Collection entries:
- - -

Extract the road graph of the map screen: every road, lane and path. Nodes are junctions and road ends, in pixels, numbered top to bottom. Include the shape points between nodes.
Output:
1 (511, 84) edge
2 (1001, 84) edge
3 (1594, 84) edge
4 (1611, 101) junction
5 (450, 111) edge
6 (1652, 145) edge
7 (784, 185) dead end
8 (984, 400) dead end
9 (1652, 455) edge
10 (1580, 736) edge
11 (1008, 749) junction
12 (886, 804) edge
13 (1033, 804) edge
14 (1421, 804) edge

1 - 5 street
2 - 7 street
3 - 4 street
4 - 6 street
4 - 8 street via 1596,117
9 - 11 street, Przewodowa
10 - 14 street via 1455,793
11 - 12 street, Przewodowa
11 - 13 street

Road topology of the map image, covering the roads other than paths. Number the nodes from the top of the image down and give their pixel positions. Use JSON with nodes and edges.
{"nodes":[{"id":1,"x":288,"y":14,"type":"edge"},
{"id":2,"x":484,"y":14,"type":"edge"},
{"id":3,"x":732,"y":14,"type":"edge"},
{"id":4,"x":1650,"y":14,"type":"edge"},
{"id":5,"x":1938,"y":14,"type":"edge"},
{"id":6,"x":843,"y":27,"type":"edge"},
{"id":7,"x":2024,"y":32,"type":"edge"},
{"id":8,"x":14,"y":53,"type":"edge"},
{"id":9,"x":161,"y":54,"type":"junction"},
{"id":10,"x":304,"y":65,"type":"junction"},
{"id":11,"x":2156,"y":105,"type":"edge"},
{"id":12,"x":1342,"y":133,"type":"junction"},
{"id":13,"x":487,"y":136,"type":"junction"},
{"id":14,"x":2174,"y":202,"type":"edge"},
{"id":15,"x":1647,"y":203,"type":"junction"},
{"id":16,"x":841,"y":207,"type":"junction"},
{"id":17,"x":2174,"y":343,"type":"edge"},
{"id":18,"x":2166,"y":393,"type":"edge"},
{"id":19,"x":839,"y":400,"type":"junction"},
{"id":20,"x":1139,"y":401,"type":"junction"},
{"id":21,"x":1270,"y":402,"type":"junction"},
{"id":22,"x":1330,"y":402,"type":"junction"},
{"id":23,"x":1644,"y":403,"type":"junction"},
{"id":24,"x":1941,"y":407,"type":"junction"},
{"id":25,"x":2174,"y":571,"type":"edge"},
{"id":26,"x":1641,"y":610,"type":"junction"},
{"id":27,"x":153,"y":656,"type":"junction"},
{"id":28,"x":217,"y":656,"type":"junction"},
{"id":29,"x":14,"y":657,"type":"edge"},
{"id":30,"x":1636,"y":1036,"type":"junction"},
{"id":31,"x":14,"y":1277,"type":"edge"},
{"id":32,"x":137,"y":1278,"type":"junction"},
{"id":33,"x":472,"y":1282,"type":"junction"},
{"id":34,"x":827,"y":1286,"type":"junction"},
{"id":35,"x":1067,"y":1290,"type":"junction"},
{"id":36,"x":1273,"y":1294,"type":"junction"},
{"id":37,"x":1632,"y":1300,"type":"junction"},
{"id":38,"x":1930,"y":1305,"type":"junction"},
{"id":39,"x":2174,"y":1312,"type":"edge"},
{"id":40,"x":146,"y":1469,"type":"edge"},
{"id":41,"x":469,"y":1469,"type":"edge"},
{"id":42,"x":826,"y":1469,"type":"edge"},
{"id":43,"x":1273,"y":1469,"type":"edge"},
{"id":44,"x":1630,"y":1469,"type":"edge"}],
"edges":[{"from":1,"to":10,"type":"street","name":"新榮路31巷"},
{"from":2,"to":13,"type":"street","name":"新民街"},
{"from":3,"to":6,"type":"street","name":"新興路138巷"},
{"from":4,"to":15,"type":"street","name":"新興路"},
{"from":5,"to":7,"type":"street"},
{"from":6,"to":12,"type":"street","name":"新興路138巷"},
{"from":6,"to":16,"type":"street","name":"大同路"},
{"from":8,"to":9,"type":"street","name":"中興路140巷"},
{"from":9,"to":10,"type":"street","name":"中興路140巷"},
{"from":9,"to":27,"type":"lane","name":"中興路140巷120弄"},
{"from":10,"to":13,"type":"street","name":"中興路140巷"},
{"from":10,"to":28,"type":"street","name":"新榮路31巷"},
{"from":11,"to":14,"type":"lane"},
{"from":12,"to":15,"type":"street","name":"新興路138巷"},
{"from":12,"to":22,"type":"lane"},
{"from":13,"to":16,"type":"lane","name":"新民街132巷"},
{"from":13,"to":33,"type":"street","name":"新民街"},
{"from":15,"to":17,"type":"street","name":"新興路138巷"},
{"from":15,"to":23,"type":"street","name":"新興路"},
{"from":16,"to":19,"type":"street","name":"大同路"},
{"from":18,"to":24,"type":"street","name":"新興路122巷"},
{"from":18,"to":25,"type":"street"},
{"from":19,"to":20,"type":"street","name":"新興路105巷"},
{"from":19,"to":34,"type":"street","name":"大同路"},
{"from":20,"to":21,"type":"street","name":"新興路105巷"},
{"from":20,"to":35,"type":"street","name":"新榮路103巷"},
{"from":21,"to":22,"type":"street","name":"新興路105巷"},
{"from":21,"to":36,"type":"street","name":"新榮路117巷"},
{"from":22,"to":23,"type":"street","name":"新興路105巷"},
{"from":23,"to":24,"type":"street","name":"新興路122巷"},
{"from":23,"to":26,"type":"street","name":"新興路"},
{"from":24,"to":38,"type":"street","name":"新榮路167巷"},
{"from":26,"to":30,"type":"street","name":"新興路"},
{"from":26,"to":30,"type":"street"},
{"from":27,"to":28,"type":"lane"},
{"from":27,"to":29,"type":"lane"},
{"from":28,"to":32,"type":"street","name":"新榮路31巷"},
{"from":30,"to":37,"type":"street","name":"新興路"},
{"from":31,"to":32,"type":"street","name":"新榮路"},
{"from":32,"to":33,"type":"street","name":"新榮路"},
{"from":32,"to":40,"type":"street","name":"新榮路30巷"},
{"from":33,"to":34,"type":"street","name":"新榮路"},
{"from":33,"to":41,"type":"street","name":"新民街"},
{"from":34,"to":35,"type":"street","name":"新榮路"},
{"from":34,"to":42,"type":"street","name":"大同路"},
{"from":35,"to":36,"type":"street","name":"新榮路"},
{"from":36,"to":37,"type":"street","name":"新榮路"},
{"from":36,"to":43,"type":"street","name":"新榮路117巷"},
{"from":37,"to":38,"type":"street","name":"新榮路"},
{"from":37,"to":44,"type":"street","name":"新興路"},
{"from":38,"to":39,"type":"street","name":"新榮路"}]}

- - -

* _To do_
Output every entry again, exactly as given.

* _Solution_
Extract the road graph of the map screen: every road, lane and path. Nodes are junctions and road ends, in pixels, numbered top to bottom. Include the shape points between nodes.
Output:
1 (511, 84) edge
2 (1001, 84) edge
3 (1594, 84) edge
4 (1611, 101) junction
5 (450, 111) edge
6 (1652, 145) edge
7 (784, 185) dead end
8 (984, 400) dead end
9 (1652, 455) edge
10 (1580, 736) edge
11 (1008, 749) junction
12 (886, 804) edge
13 (1033, 804) edge
14 (1421, 804) edge

1 - 5 street
2 - 7 street
3 - 4 street
4 - 6 street
4 - 8 street via 1596,117
9 - 11 street, Przewodowa
10 - 14 street via 1455,793
11 - 12 street, Przewodowa
11 - 13 street

Road topology of the map image, covering the roads other than paths. Number the nodes from the top of the image down and give their pixel positions. Use JSON with nodes and edges.
{"nodes":[{"id":1,"x":288,"y":14,"type":"edge"},
{"id":2,"x":484,"y":14,"type":"edge"},
{"id":3,"x":732,"y":14,"type":"edge"},
{"id":4,"x":1650,"y":14,"type":"edge"},
{"id":5,"x":1938,"y":14,"type":"edge"},
{"id":6,"x":843,"y":27,"type":"edge"},
{"id":7,"x":2024,"y":32,"type":"edge"},
{"id":8,"x":14,"y":53,"type":"edge"},
{"id":9,"x":161,"y":54,"type":"junction"},
{"id":10,"x":304,"y":65,"type":"junction"},
{"id":11,"x":2156,"y":105,"type":"edge"},
{"id":12,"x":1342,"y":133,"type":"junction"},
{"id":13,"x":487,"y":136,"type":"junction"},
{"id":14,"x":2174,"y":202,"type":"edge"},
{"id":15,"x":1647,"y":203,"type":"junction"},
{"id":16,"x":841,"y":207,"type":"junction"},
{"id":17,"x":2174,"y":343,"type":"edge"},
{"id":18,"x":2166,"y":393,"type":"edge"},
{"id":19,"x":839,"y":400,"type":"junction"},
{"id":20,"x":1139,"y":401,"type":"junction"},
{"id":21,"x":1270,"y":402,"type":"junction"},
{"id":22,"x":1330,"y":402,"type":"junction"},
{"id":23,"x":1644,"y":403,"type":"junction"},
{"id":24,"x":1941,"y":407,"type":"junction"},
{"id":25,"x":2174,"y":571,"type":"edge"},
{"id":26,"x":1641,"y":610,"type":"junction"},
{"id":27,"x":153,"y":656,"type":"junction"},
{"id":28,"x":217,"y":656,"type":"junction"},
{"id":29,"x":14,"y":657,"type":"edge"},
{"id":30,"x":1636,"y":1036,"type":"junction"},
{"id":31,"x":14,"y":1277,"type":"edge"},
{"id":32,"x":137,"y":1278,"type":"junction"},
{"id":33,"x":472,"y":1282,"type":"junction"},
{"id":34,"x":827,"y":1286,"type":"junction"},
{"id":35,"x":1067,"y":1290,"type":"junction"},
{"id":36,"x":1273,"y":1294,"type":"junction"},
{"id":37,"x":1632,"y":1300,"type":"junction"},
{"id":38,"x":1930,"y":1305,"type":"junction"},
{"id":39,"x":2174,"y":1312,"type":"edge"},
{"id":40,"x":146,"y":1469,"type":"edge"},
{"id":41,"x":469,"y":1469,"type":"edge"},
{"id":42,"x":826,"y":1469,"type":"edge"},
{"id":43,"x":1273,"y":1469,"type":"edge"},
{"id":44,"x":1630,"y":1469,"type":"edge"}],
"edges":[{"from":1,"to":10,"type":"street","name":"新榮路31巷"},
{"from":2,"to":13,"type":"street","name":"新民街"},
{"from":3,"to":6,"type":"street","name":"新興路138巷"},
{"from":4,"to":15,"type":"street","name":"新興路"},
{"from":5,"to":7,"type":"street"},
{"from":6,"to":12,"type":"street","name":"新興路138巷"},
{"from":6,"to":16,"type":"street","name":"大同路"},
{"from":8,"to":9,"type":"street","name":"中興路140巷"},
{"from":9,"to":10,"type":"street","name":"中興路140巷"},
{"from":9,"to":27,"type":"lane","name":"中興路140巷120弄"},
{"from":10,"to":13,"type":"street","name":"中興路140巷"},
{"from":10,"to":28,"type":"street","name":"新榮路31巷"},
{"from":11,"to":14,"type":"lane"},
{"from":12,"to":15,"type":"street","name":"新興路138巷"},
{"from":12,"to":22,"type":"lane"},
{"from":13,"to":16,"type":"lane","name":"新民街132巷"},
{"from":13,"to":33,"type":"street","name":"新民街"},
{"from":15,"to":17,"type":"street","name":"新興路138巷"},
{"from":15,"to":23,"type":"street","name":"新興路"},
{"from":16,"to":19,"type":"street","name":"大同路"},
{"from":18,"to":24,"type":"street","name":"新興路122巷"},
{"from":18,"to":25,"type":"street"},
{"from":19,"to":20,"type":"street","name":"新興路105巷"},
{"from":19,"to":34,"type":"street","name":"大同路"},
{"from":20,"to":21,"type":"street","name":"新興路105巷"},
{"from":20,"to":35,"type":"street","name":"新榮路103巷"},
{"from":21,"to":22,"type":"street","name":"新興路105巷"},
{"from":21,"to":36,"type":"street","name":"新榮路117巷"},
{"from":22,"to":23,"type":"street","name":"新興路105巷"},
{"from":23,"to":24,"type":"street","name":"新興路122巷"},
{"from":23,"to":26,"type":"street","name":"新興路"},
{"from":24,"to":38,"type":"street","name":"新榮路167巷"},
{"from":26,"to":30,"type":"street","name":"新興路"},
{"from":26,"to":30,"type":"street"},
{"from":27,"to":28,"type":"lane"},
{"from":27,"to":29,"type":"lane"},
{"from":28,"to":32,"type":"street","name":"新榮路31巷"},
{"from":30,"to":37,"type":"street","name":"新興路"},
{"from":31,"to":32,"type":"street","name":"新榮路"},
{"from":32,"to":33,"type":"street","name":"新榮路"},
{"from":32,"to":40,"type":"street","name":"新榮路30巷"},
{"from":33,"to":34,"type":"street","name":"新榮路"},
{"from":33,"to":41,"type":"street","name":"新民街"},
{"from":34,"to":35,"type":"street","name":"新榮路"},
{"from":34,"to":42,"type":"street","name":"大同路"},
{"from":35,"to":36,"type":"street","name":"新榮路"},
{"from":36,"to":37,"type":"street","name":"新榮路"},
{"from":36,"to":43,"type":"street","name":"新榮路117巷"},
{"from":37,"to":38,"type":"street","name":"新榮路"},
{"from":37,"to":44,"type":"street","name":"新興路"},
{"from":38,"to":39,"type":"street","name":"新榮路"}]}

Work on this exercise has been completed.